====== Dataset ======
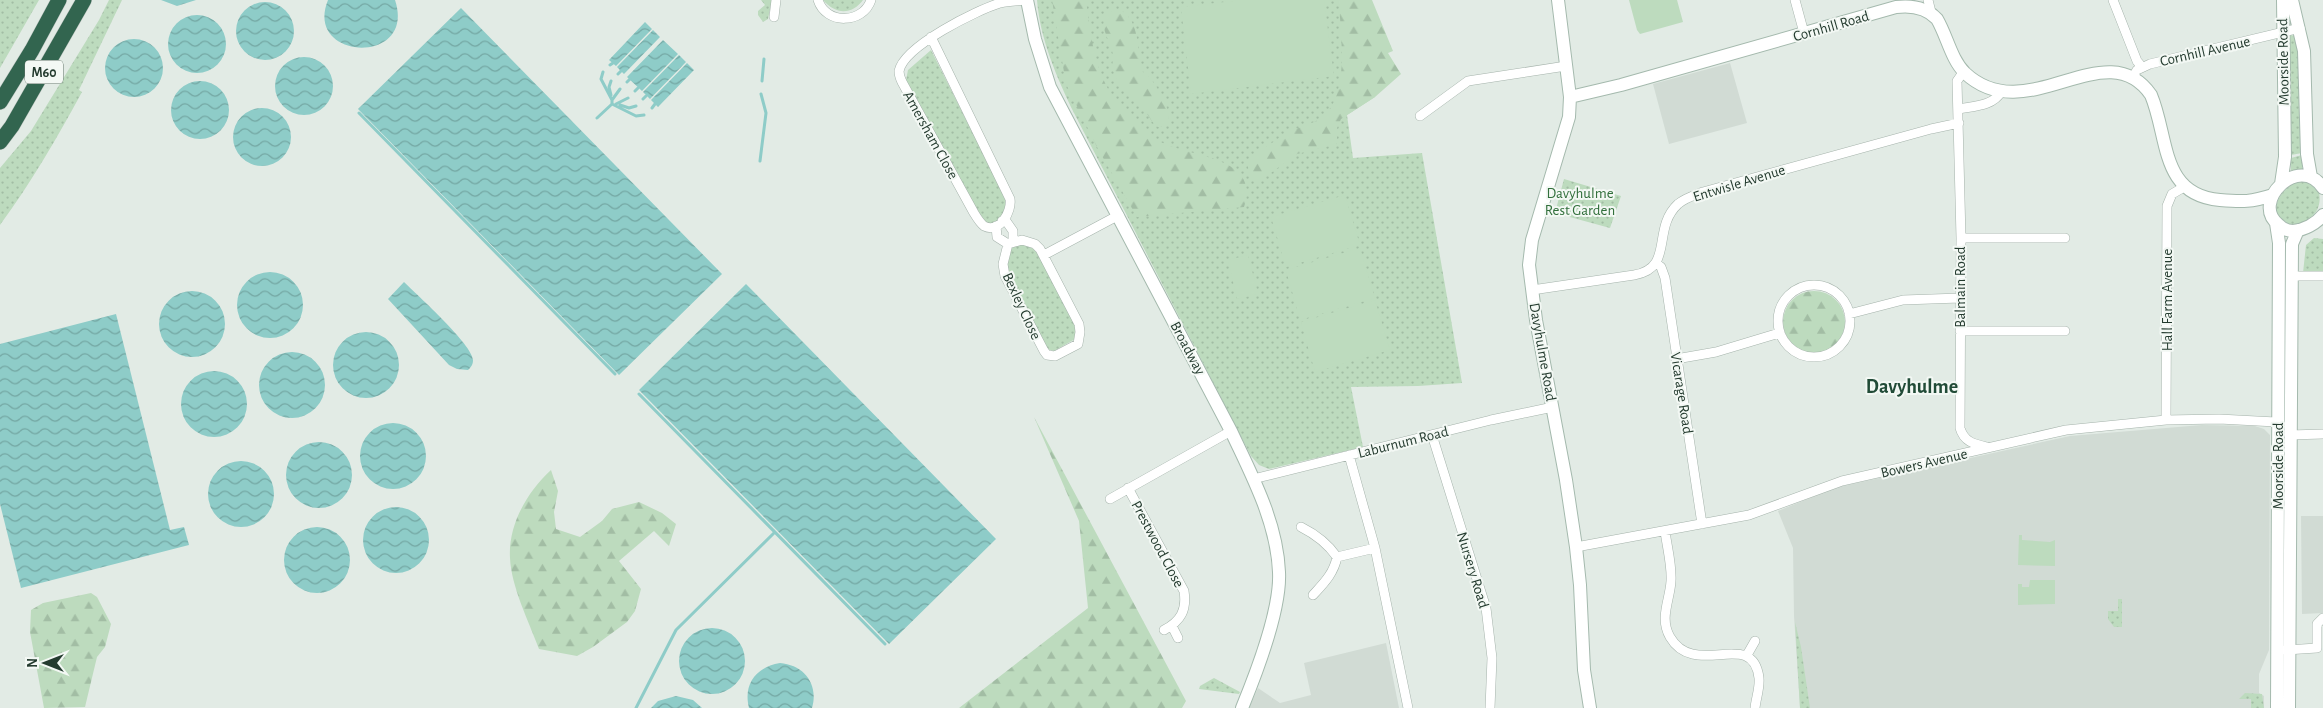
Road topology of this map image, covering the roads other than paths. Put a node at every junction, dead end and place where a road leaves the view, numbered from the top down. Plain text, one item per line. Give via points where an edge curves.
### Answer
1 (59, 0) edge
2 (84, 0) edge
3 (776, 0) edge
4 (818, 0) edge
5 (871, 0) edge
6 (1027, 0) edge
7 (1558, 0) edge
8 (1795, 0) edge
9 (2113, 0) edge
10 (2283, 0) edge
11 (2292, 0) edge
12 (1929, 6) edge
13 (774, 17) dead end
14 (2300, 28) junction
15 (1804, 33) junction
16 (2283, 33) junction
17 (931, 37) junction
18 (2146, 65) junction
19 (1566, 66) junction
20 (1964, 71) junction
21 (2133, 77) junction
22 (2001, 92) junction
23 (1570, 97) junction
24 (0, 102) edge
25 (1959, 109) junction
26 (1420, 116) dead end
27 (1957, 123) junction
28 (0, 142) edge
29 (2319, 182) edge
30 (2281, 184) junction
31 (2184, 187) junction
32 (2273, 195) junction
33 (2247, 202) junction
34 (1119, 215) junction
35 (2322, 217) edge
36 (2274, 221) junction
37 (999, 224) junction
38 (1012, 227) joint
39 (2298, 230) junction
40 (1961, 238) junction
41 (2065, 238) dead end
42 (1010, 243) junction
43 (1044, 255) junction
44 (1657, 264) junction
45 (2292, 276) junction
46 (2323, 276) edge
47 (1532, 290) junction
48 (1960, 298) junction
49 (1849, 314) junction
50 (1960, 331) junction
51 (2064, 331) dead end
52 (1779, 332) junction
53 (1676, 359) junction
54 (1553, 407) junction
55 (2166, 420) junction
56 (1231, 431) junction
57 (2323, 434) edge
58 (1432, 435) junction
59 (2285, 436) junction
60 (1988, 448) junction
61 (1349, 455) junction
62 (1253, 479) junction
63 (1128, 488) junction
64 (1110, 498) dead end
65 (1702, 524) junction
66 (1301, 528) dead end
67 (1665, 532) junction
68 (1576, 547) junction
69 (1375, 548) junction
70 (1337, 557) junction
71 (1313, 595) dead end
72 (2323, 618) edge
73 (1178, 638) dead end
74 (1755, 641) dead end
75 (2283, 650) junction
76 (1747, 655) junction
77 (1242, 708) edge
78 (1408, 708) edge
79 (1490, 708) edge
80 (1590, 708) edge
81 (1755, 708) edge
82 (2276, 708) edge
83 (2289, 708) edge

1 - 24 highway, M60
2 - 28 highway, M60
3 - 13 street
4 - 5 street via 829,15 849,19 860,15
6 - 17 street, Amersham Close via 989,7
6 - 34 street, Broadway via 1050,87
7 - 19 street, Davyhulme Road
8 - 15 street
9 - 18 street via 2137,61
10 - 16 street, Moorside Road
11 - 14 street, Moorside Road
12 - 15 street, Cornhill Road via 1896,7
12 - 20 street, Cornhill Road
14 - 16 street, Cornhill Avenue
14 - 29 street, Moorside Road via 2306,75 2307,154
15 - 23 street, Cornhill Road
16 - 18 street, Cornhill Avenue
16 - 30 street, Moorside Road via 2285,157
17 - 37 street via 1010,199 1010,211
17 - 37 street, Amersham Close via 904,62 899,75 974,213 983,225
18 - 21 street, Cornhill Avenue
19 - 23 street, Davyhulme Road
19 - 26 street via 1468,81
20 - 22 street, Cornhill Road via 1986,87
20 - 25 street, Balmain Road via 1957,81
21 - 22 street, Cornhill Road via 2116,72 2096,73 2023,92
21 - 31 street via 2152,95 2170,162
22 - 25 street via 1992,102
23 - 47 street, Davyhulme Road via 1567,127 1530,252
25 - 27 street, Balmain Road
27 - 40 street, Balmain Road
27 - 44 street, Entwisle Avenue via 1691,197 1680,203 1666,222
29 - 30 street via 2294,177
30 - 32 street
31 - 33 street via 2208,199
31 - 55 street, Hall Farm Avenue via 2172,194 2167,206
32 - 33 street
32 - 36 street, Moorside Road via 2270,207
33 - 36 street
34 - 43 street
34 - 56 street, Broadway
35 - 39 street
36 - 39 street via 2284,229
36 - 59 street, Moorside Road via 2279,243
37 - 38 street, Amersham Close via 1006,221
37 - 42 street, Bexley Close via 997,237
38 - 42 street, Bexley Close
39 - 45 street, Moorside Road via 2292,244
40 - 41 street
40 - 48 street, Balmain Road
42 - 43 street, Bexley Close via 1028,241
42 - 43 street, Bexley Close via 1003,264 1006,276 1044,351 1055,356 1075,346 1080,332
44 - 47 street via 1643,274
44 - 53 street, Vicarage Road via 1665,278
45 - 46 street
45 - 59 street, Moorside Road
47 - 54 street, Davyhulme Road
48 - 49 street via 1903,300
48 - 50 street, Balmain Road
49 - 52 street via 1846,338 1829,355 1804,357 1793,352 1784,344
49 - 52 street via 1846,304 1830,289 1810,285 1790,293 1783,301 1777,322
50 - 51 street
50 - 60 street, Balmain Road via 1960,428 1964,439
52 - 53 street via 1716,352
53 - 65 street, Vicarage Road
54 - 58 street, Laburnum Road
54 - 68 street, Davyhulme Road
55 - 59 street, Bowers Avenue via 2276,422
55 - 60 street, Bowers Avenue via 2066,430
56 - 62 street, Broadway
56 - 63 street, Prestwood Close
57 - 59 street, Bowers Avenue
58 - 61 street, Laburnum Road
58 - 79 street, Nursery Road via 1486,608 1492,658
59 - 75 street, Moorside Road
60 - 65 street, Bowers Avenue via 1849,480 1757,514
61 - 62 street, Laburnum Road
61 - 69 street
62 - 77 street, Broadway via 1274,536 1280,574 1262,652
63 - 64 street, Prestwood Close
63 - 73 street, Prestwood Close via 1184,591 1184,611 1179,620 1168,628
65 - 67 street, Bowers Avenue
66 - 70 street via 1313,533
67 - 68 street, Bowers Avenue
67 - 76 street via 1671,580 1665,622 1670,638 1682,650 1696,656
68 - 80 street, Davyhulme Road via 1584,670
69 - 70 street
69 - 78 street
70 - 71 street via 1327,581
72 - 75 street via 2317,624 2317,648
74 - 76 street
75 - 82 street, Moorside Road
75 - 83 street, Moorside Road
76 - 81 street via 1759,677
======
▸ **Task directions**
Would you set down each line of the listing above exactly, apart from the pictures?

▸ **Response to this exercise**
Road topology of this map image, covering the roads other than paths. Put a node at every junction, dead end and place where a road leaves the view, numbered from the top down. Plain text, one item per line. Give via points where an edge curves.
### Answer
1 (59, 0) edge
2 (84, 0) edge
3 (776, 0) edge
4 (818, 0) edge
5 (871, 0) edge
6 (1027, 0) edge
7 (1558, 0) edge
8 (1795, 0) edge
9 (2113, 0) edge
10 (2283, 0) edge
11 (2292, 0) edge
12 (1929, 6) edge
13 (774, 17) dead end
14 (2300, 28) junction
15 (1804, 33) junction
16 (2283, 33) junction
17 (931, 37) junction
18 (2146, 65) junction
19 (1566, 66) junction
20 (1964, 71) junction
21 (2133, 77) junction
22 (2001, 92) junction
23 (1570, 97) junction
24 (0, 102) edge
25 (1959, 109) junction
26 (1420, 116) dead end
27 (1957, 123) junction
28 (0, 142) edge
29 (2319, 182) edge
30 (2281, 184) junction
31 (2184, 187) junction
32 (2273, 195) junction
33 (2247, 202) junction
34 (1119, 215) junction
35 (2322, 217) edge
36 (2274, 221) junction
37 (999, 224) junction
38 (1012, 227) joint
39 (2298, 230) junction
40 (1961, 238) junction
41 (2065, 238) dead end
42 (1010, 243) junction
43 (1044, 255) junction
44 (1657, 264) junction
45 (2292, 276) junction
46 (2323, 276) edge
47 (1532, 290) junction
48 (1960, 298) junction
49 (1849, 314) junction
50 (1960, 331) junction
51 (2064, 331) dead end
52 (1779, 332) junction
53 (1676, 359) junction
54 (1553, 407) junction
55 (2166, 420) junction
56 (1231, 431) junction
57 (2323, 434) edge
58 (1432, 435) junction
59 (2285, 436) junction
60 (1988, 448) junction
61 (1349, 455) junction
62 (1253, 479) junction
63 (1128, 488) junction
64 (1110, 498) dead end
65 (1702, 524) junction
66 (1301, 528) dead end
67 (1665, 532) junction
68 (1576, 547) junction
69 (1375, 548) junction
70 (1337, 557) junction
71 (1313, 595) dead end
72 (2323, 618) edge
73 (1178, 638) dead end
74 (1755, 641) dead end
75 (2283, 650) junction
76 (1747, 655) junction
77 (1242, 708) edge
78 (1408, 708) edge
79 (1490, 708) edge
80 (1590, 708) edge
81 (1755, 708) edge
82 (2276, 708) edge
83 (2289, 708) edge

1 - 24 highway, M60
2 - 28 highway, M60
3 - 13 street
4 - 5 street via 829,15 849,19 860,15
6 - 17 street, Amersham Close via 989,7
6 - 34 street, Broadway via 1050,87
7 - 19 street, Davyhulme Road
8 - 15 street
9 - 18 street via 2137,61
10 - 16 street, Moorside Road
11 - 14 street, Moorside Road
12 - 15 street, Cornhill Road via 1896,7
12 - 20 street, Cornhill Road
14 - 16 street, Cornhill Avenue
14 - 29 street, Moorside Road via 2306,75 2307,154
15 - 23 street, Cornhill Road
16 - 18 street, Cornhill Avenue
16 - 30 street, Moorside Road via 2285,157
17 - 37 street via 1010,199 1010,211
17 - 37 street, Amersham Close via 904,62 899,75 974,213 983,225
18 - 21 street, Cornhill Avenue
19 - 23 street, Davyhulme Road
19 - 26 street via 1468,81
20 - 22 street, Cornhill Road via 1986,87
20 - 25 street, Balmain Road via 1957,81
21 - 22 street, Cornhill Road via 2116,72 2096,73 2023,92
21 - 31 street via 2152,95 2170,162
22 - 25 street via 1992,102
23 - 47 street, Davyhulme Road via 1567,127 1530,252
25 - 27 street, Balmain Road
27 - 40 street, Balmain Road
27 - 44 street, Entwisle Avenue via 1691,197 1680,203 1666,222
29 - 30 street via 2294,177
30 - 32 street
31 - 33 street via 2208,199
31 - 55 street, Hall Farm Avenue via 2172,194 2167,206
32 - 33 street
32 - 36 street, Moorside Road via 2270,207
33 - 36 street
34 - 43 street
34 - 56 street, Broadway
35 - 39 street
36 - 39 street via 2284,229
36 - 59 street, Moorside Road via 2279,243
37 - 38 street, Amersham Close via 1006,221
37 - 42 street, Bexley Close via 997,237
38 - 42 street, Bexley Close
39 - 45 street, Moorside Road via 2292,244
40 - 41 street
40 - 48 street, Balmain Road
42 - 43 street, Bexley Close via 1028,241
42 - 43 street, Bexley Close via 1003,264 1006,276 1044,351 1055,356 1075,346 1080,332
44 - 47 street via 1643,274
44 - 53 street, Vicarage Road via 1665,278
45 - 46 street
45 - 59 street, Moorside Road
47 - 54 street, Davyhulme Road
48 - 49 street via 1903,300
48 - 50 street, Balmain Road
49 - 52 street via 1846,338 1829,355 1804,357 1793,352 1784,344
49 - 52 street via 1846,304 1830,289 1810,285 1790,293 1783,301 1777,322
50 - 51 street
50 - 60 street, Balmain Road via 1960,428 1964,439
52 - 53 street via 1716,352
53 - 65 street, Vicarage Road
54 - 58 street, Laburnum Road
54 - 68 street, Davyhulme Road
55 - 59 street, Bowers Avenue via 2276,422
55 - 60 street, Bowers Avenue via 2066,430
56 - 62 street, Broadway
56 - 63 street, Prestwood Close
57 - 59 street, Bowers Avenue
58 - 61 street, Laburnum Road
58 - 79 street, Nursery Road via 1486,608 1492,658
59 - 75 street, Moorside Road
60 - 65 street, Bowers Avenue via 1849,480 1757,514
61 - 62 street, Laburnum Road
61 - 69 street
62 - 77 street, Broadway via 1274,536 1280,574 1262,652
63 - 64 street, Prestwood Close
63 - 73 street, Prestwood Close via 1184,591 1184,611 1179,620 1168,628
65 - 67 street, Bowers Avenue
66 - 70 street via 1313,533
67 - 68 street, Bowers Avenue
67 - 76 street via 1671,580 1665,622 1670,638 1682,650 1696,656
68 - 80 street, Davyhulme Road via 1584,670
69 - 70 street
69 - 78 street
70 - 71 street via 1327,581
72 - 75 street via 2317,624 2317,648
74 - 76 street
75 - 82 street, Moorside Road
75 - 83 street, Moorside Road
76 - 81 street via 1759,677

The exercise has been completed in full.